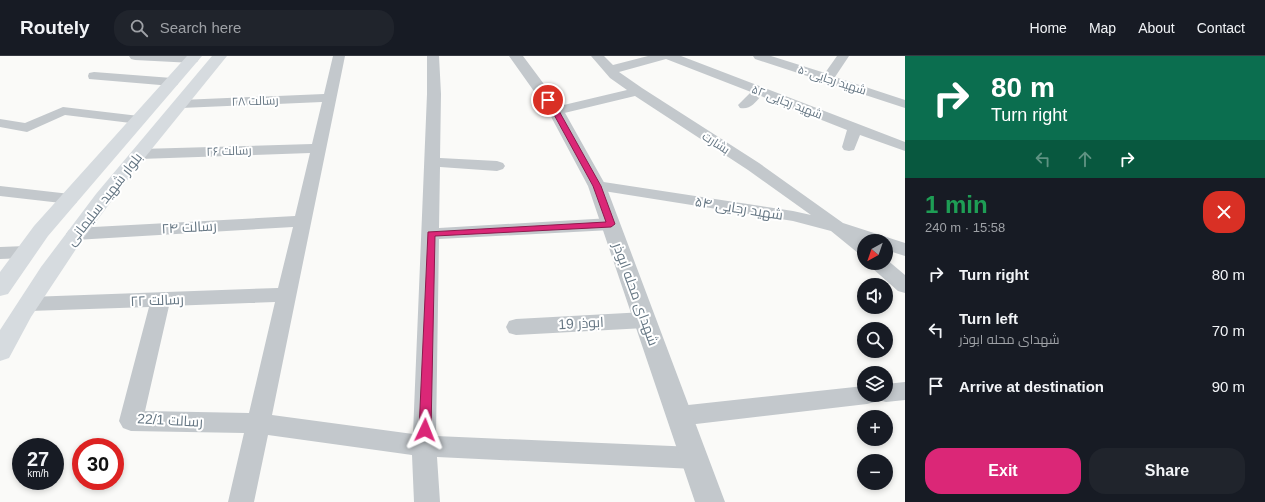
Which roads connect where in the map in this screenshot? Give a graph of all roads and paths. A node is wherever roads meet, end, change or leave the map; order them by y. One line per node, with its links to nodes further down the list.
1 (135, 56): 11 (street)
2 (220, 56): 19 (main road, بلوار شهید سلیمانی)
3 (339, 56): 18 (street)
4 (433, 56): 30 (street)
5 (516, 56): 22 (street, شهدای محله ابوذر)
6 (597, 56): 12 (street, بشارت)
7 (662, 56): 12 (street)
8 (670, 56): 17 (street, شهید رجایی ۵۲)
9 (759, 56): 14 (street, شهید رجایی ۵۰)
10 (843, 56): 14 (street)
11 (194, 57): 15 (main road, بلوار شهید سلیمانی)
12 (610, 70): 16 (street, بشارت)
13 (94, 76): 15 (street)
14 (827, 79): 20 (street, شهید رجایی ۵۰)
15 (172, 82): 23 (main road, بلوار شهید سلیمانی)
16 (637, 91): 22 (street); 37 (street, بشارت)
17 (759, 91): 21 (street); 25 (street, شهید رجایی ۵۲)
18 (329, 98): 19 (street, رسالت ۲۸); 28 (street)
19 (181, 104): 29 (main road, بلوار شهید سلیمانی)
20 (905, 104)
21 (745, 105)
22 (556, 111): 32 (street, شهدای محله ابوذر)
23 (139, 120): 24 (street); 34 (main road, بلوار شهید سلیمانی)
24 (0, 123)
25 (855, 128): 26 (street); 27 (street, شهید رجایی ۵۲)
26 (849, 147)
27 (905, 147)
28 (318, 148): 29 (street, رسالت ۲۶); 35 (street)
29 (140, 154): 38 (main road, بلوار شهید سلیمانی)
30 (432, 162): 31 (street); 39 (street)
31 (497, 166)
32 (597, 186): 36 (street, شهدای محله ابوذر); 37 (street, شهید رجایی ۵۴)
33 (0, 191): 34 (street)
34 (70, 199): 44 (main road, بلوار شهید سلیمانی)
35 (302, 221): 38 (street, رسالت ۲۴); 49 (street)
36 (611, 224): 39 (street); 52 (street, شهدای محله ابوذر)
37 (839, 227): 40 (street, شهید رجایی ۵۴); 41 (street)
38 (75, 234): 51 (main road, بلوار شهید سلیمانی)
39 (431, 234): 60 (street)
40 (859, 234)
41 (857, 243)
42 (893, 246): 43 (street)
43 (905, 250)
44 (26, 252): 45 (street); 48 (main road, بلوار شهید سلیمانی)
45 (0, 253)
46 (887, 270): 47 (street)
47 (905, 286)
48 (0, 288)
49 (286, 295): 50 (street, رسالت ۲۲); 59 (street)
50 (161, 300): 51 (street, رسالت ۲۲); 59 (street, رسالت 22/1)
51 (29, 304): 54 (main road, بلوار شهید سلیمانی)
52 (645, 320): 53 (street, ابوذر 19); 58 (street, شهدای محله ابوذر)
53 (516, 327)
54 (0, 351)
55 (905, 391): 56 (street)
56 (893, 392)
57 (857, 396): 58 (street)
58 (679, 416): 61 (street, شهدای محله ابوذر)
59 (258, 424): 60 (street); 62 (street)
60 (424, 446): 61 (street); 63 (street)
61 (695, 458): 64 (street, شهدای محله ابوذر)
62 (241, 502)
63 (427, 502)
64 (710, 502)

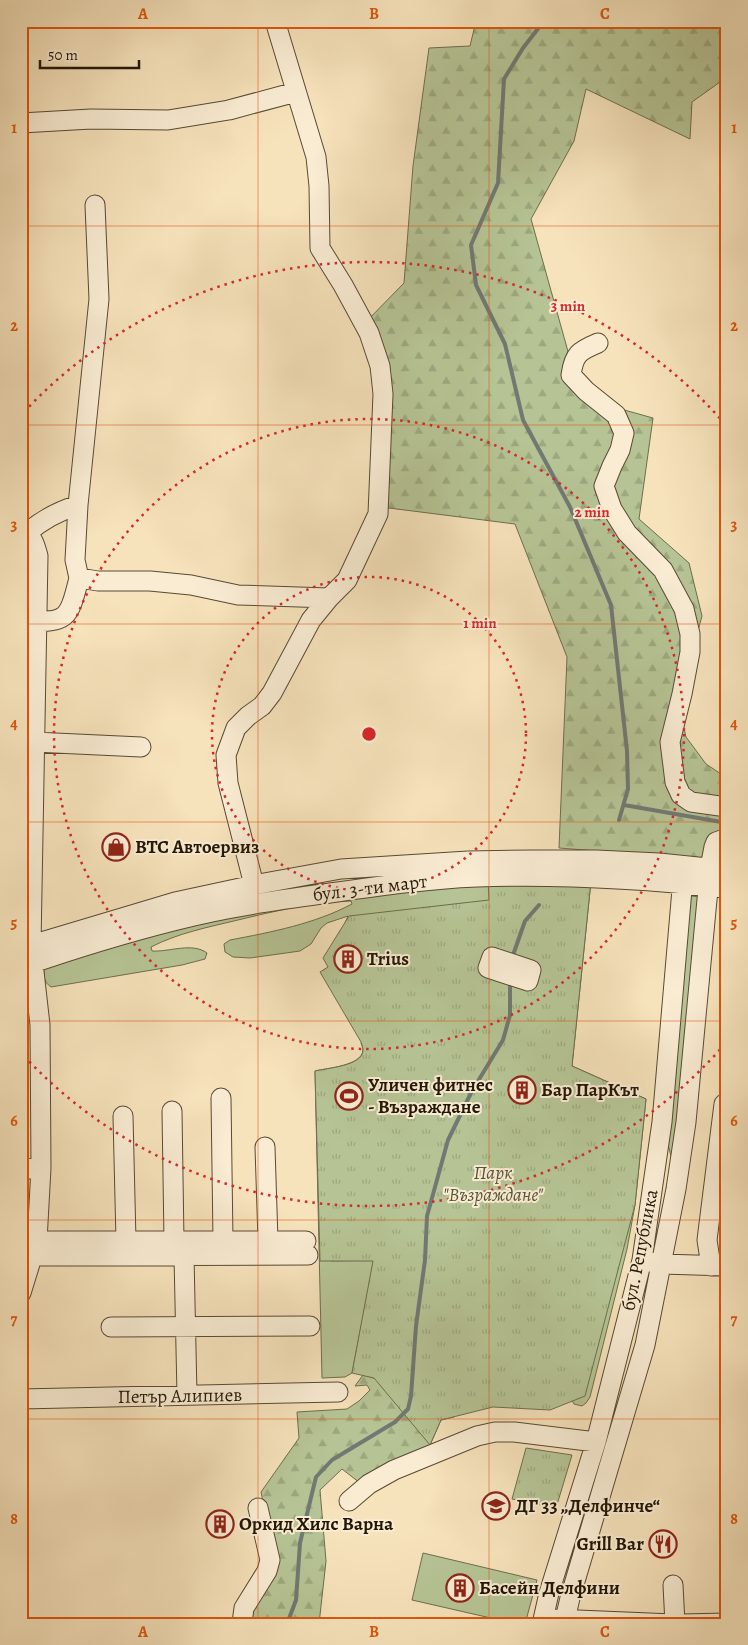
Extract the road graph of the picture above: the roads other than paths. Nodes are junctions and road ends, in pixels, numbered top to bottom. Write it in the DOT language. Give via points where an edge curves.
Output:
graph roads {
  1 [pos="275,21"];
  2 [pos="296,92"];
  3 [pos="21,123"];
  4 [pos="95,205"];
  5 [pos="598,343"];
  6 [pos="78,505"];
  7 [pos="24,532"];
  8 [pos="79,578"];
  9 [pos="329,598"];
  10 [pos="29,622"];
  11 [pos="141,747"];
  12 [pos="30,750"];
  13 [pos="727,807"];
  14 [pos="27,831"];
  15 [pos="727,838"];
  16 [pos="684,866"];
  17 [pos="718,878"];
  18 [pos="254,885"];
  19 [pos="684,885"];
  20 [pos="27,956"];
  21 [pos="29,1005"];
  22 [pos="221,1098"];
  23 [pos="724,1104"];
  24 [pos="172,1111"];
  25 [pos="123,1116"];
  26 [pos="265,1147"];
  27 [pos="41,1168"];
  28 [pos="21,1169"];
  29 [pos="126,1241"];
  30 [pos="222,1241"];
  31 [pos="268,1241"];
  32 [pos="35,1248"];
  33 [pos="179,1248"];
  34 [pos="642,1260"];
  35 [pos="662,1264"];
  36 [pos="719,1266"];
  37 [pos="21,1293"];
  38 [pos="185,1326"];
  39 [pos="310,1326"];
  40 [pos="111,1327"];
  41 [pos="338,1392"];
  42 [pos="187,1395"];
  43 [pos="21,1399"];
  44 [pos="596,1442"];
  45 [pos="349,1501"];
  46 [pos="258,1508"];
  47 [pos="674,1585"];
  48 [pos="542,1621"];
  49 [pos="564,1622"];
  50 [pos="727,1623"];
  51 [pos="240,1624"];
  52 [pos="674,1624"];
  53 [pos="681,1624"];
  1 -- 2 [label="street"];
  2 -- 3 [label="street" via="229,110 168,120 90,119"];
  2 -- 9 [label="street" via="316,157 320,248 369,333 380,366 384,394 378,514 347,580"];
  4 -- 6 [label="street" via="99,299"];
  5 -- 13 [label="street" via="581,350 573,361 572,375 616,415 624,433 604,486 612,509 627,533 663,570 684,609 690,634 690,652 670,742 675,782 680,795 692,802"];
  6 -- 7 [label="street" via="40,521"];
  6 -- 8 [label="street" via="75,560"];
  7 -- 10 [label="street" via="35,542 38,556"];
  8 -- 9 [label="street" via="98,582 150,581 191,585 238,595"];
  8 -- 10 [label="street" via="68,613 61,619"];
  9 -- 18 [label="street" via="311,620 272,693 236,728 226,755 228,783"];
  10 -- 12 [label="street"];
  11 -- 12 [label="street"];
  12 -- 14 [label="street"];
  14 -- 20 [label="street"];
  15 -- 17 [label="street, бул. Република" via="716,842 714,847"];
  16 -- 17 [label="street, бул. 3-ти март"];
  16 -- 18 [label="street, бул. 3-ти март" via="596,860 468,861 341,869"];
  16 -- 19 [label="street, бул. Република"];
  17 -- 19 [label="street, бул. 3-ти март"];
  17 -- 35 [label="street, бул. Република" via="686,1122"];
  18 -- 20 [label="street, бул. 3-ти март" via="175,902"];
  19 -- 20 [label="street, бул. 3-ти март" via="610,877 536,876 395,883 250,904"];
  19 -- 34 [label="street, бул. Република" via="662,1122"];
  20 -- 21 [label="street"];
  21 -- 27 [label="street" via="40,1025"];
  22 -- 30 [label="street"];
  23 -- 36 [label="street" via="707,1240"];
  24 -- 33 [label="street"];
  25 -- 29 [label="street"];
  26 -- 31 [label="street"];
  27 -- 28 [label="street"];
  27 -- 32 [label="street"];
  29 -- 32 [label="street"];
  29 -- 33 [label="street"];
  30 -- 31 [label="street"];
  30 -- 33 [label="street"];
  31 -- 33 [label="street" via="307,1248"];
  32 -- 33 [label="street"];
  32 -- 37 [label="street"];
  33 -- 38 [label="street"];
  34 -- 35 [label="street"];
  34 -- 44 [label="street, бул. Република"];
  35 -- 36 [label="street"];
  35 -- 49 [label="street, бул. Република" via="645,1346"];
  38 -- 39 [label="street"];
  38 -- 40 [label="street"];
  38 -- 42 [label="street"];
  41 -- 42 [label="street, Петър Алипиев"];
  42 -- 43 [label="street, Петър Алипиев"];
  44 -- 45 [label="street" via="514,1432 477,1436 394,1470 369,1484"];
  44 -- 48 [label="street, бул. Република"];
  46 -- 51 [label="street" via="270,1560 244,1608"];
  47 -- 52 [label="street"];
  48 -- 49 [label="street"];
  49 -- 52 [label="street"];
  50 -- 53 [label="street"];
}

· · ·

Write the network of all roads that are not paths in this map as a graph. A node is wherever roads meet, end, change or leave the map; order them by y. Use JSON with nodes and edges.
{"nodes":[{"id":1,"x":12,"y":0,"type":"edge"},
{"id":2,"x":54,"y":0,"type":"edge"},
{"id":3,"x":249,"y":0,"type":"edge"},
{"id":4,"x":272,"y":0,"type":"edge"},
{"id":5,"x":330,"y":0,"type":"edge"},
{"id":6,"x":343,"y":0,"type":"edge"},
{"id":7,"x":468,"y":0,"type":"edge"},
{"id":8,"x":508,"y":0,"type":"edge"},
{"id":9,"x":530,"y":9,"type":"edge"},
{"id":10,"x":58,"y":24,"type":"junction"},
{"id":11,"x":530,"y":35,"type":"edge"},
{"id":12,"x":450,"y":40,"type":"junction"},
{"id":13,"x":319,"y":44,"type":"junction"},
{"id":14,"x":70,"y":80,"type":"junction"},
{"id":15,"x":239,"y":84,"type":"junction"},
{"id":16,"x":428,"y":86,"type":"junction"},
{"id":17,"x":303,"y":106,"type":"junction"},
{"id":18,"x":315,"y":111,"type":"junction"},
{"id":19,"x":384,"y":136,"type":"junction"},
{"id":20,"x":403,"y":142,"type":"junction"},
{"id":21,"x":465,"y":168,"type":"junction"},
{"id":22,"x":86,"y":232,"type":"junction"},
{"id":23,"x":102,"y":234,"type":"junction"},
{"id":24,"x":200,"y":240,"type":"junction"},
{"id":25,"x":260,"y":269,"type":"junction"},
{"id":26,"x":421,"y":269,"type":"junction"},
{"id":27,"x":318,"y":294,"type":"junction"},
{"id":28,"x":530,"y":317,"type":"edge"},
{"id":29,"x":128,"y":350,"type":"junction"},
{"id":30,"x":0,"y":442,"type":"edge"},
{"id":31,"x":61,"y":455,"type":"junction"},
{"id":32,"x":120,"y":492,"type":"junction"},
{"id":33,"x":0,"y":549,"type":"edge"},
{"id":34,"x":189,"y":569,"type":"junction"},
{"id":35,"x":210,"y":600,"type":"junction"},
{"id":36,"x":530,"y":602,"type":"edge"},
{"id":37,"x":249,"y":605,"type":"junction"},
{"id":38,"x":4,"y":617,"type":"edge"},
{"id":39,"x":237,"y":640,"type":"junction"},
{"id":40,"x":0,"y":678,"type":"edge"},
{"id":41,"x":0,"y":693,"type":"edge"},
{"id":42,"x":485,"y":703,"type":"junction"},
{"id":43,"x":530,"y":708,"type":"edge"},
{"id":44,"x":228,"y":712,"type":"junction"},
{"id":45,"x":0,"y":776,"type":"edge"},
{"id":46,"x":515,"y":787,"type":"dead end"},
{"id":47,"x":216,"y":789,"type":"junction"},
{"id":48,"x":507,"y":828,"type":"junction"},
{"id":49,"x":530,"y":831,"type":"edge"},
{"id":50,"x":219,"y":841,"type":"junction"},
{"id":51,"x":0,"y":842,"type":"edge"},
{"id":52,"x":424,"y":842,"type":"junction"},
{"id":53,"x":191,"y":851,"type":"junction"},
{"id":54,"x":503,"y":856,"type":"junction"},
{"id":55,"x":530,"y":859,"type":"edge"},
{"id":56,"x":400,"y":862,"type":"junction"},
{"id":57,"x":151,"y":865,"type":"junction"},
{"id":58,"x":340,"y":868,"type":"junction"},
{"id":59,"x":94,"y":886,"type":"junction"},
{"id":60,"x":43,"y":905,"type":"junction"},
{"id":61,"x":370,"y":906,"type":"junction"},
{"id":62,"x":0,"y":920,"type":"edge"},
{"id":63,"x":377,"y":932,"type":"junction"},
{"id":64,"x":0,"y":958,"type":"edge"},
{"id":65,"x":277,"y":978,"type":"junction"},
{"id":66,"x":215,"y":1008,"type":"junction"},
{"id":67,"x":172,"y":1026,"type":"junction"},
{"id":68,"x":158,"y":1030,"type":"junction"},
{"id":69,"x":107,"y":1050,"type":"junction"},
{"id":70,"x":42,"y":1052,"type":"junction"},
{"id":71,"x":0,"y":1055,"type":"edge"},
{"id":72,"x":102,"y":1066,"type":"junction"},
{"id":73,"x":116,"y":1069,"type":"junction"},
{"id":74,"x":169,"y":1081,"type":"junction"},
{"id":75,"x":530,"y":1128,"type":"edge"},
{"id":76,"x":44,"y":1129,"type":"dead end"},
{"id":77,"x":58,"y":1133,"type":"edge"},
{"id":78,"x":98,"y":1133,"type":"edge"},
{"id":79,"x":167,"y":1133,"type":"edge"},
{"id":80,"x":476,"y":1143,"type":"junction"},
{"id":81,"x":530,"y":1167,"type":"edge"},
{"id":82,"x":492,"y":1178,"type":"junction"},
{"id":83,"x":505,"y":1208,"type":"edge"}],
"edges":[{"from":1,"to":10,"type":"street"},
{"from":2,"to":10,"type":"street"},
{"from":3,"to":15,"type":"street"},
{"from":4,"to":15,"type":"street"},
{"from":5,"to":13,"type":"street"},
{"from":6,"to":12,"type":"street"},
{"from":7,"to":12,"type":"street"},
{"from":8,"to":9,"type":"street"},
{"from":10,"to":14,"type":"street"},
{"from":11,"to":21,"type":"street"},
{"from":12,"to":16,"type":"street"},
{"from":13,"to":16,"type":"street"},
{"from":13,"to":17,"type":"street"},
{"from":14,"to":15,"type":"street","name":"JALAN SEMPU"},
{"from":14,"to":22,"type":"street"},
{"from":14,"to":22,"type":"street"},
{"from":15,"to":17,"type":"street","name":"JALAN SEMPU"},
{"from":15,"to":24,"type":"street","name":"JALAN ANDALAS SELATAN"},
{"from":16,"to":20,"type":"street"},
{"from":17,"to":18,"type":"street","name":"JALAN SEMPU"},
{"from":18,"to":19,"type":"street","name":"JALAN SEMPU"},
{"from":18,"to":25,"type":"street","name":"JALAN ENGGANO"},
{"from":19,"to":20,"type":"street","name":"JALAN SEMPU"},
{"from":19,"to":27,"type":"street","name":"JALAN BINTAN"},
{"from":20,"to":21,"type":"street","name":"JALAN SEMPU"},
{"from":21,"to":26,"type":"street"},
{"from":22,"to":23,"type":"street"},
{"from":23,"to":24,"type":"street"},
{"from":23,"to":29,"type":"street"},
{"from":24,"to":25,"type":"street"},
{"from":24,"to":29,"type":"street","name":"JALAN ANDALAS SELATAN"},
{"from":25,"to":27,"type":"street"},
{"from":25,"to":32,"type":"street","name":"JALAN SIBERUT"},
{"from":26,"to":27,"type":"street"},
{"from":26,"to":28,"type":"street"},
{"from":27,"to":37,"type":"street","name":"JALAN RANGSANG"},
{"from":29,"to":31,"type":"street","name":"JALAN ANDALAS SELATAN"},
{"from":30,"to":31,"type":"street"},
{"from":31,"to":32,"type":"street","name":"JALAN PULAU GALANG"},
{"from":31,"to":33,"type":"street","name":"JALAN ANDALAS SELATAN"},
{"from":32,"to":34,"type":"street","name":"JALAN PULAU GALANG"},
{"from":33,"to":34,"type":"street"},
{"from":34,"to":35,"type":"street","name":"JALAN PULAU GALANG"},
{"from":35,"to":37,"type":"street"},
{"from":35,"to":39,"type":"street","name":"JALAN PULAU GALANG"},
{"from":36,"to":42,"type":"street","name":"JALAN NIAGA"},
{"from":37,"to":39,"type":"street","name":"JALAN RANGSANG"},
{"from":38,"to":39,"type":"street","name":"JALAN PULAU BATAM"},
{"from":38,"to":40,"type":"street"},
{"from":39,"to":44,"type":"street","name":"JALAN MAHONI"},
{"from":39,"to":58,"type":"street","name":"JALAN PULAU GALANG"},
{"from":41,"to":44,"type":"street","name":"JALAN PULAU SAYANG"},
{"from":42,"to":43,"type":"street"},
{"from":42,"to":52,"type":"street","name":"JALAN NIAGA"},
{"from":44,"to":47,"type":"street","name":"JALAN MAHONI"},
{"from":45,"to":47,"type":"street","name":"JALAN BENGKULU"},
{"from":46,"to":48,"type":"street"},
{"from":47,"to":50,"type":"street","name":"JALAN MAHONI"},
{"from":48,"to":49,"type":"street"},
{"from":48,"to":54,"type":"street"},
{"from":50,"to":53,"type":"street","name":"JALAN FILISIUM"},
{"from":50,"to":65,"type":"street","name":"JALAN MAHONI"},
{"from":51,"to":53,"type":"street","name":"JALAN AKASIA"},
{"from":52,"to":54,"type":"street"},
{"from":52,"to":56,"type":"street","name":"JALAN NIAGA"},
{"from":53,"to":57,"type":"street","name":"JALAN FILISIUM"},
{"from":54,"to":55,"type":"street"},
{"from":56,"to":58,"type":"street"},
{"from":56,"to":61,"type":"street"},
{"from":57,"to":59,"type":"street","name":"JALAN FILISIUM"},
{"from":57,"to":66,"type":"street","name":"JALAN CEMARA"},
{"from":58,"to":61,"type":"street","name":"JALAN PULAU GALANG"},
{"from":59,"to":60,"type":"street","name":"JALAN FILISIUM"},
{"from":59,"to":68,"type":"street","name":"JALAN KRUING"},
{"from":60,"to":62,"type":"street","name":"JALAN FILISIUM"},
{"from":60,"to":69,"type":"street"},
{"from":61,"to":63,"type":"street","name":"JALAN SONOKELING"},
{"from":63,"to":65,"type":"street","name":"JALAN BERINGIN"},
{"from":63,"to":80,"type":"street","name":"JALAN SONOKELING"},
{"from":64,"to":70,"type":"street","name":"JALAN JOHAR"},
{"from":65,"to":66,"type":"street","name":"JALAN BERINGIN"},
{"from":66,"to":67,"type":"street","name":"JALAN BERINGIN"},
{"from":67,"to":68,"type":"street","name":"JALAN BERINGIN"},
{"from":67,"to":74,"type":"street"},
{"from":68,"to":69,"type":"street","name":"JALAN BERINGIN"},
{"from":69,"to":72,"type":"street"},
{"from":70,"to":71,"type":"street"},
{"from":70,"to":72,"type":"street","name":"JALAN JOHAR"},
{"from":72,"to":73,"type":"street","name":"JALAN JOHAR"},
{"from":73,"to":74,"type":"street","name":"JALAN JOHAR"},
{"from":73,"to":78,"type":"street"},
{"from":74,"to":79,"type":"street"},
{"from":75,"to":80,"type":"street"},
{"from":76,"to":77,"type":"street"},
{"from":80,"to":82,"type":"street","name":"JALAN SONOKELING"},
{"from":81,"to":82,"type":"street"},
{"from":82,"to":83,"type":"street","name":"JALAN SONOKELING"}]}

· · ·

Report how many lines in the records hold the word "март", giving the number and nothing else.

#### PROBLEM SOLUTION:
5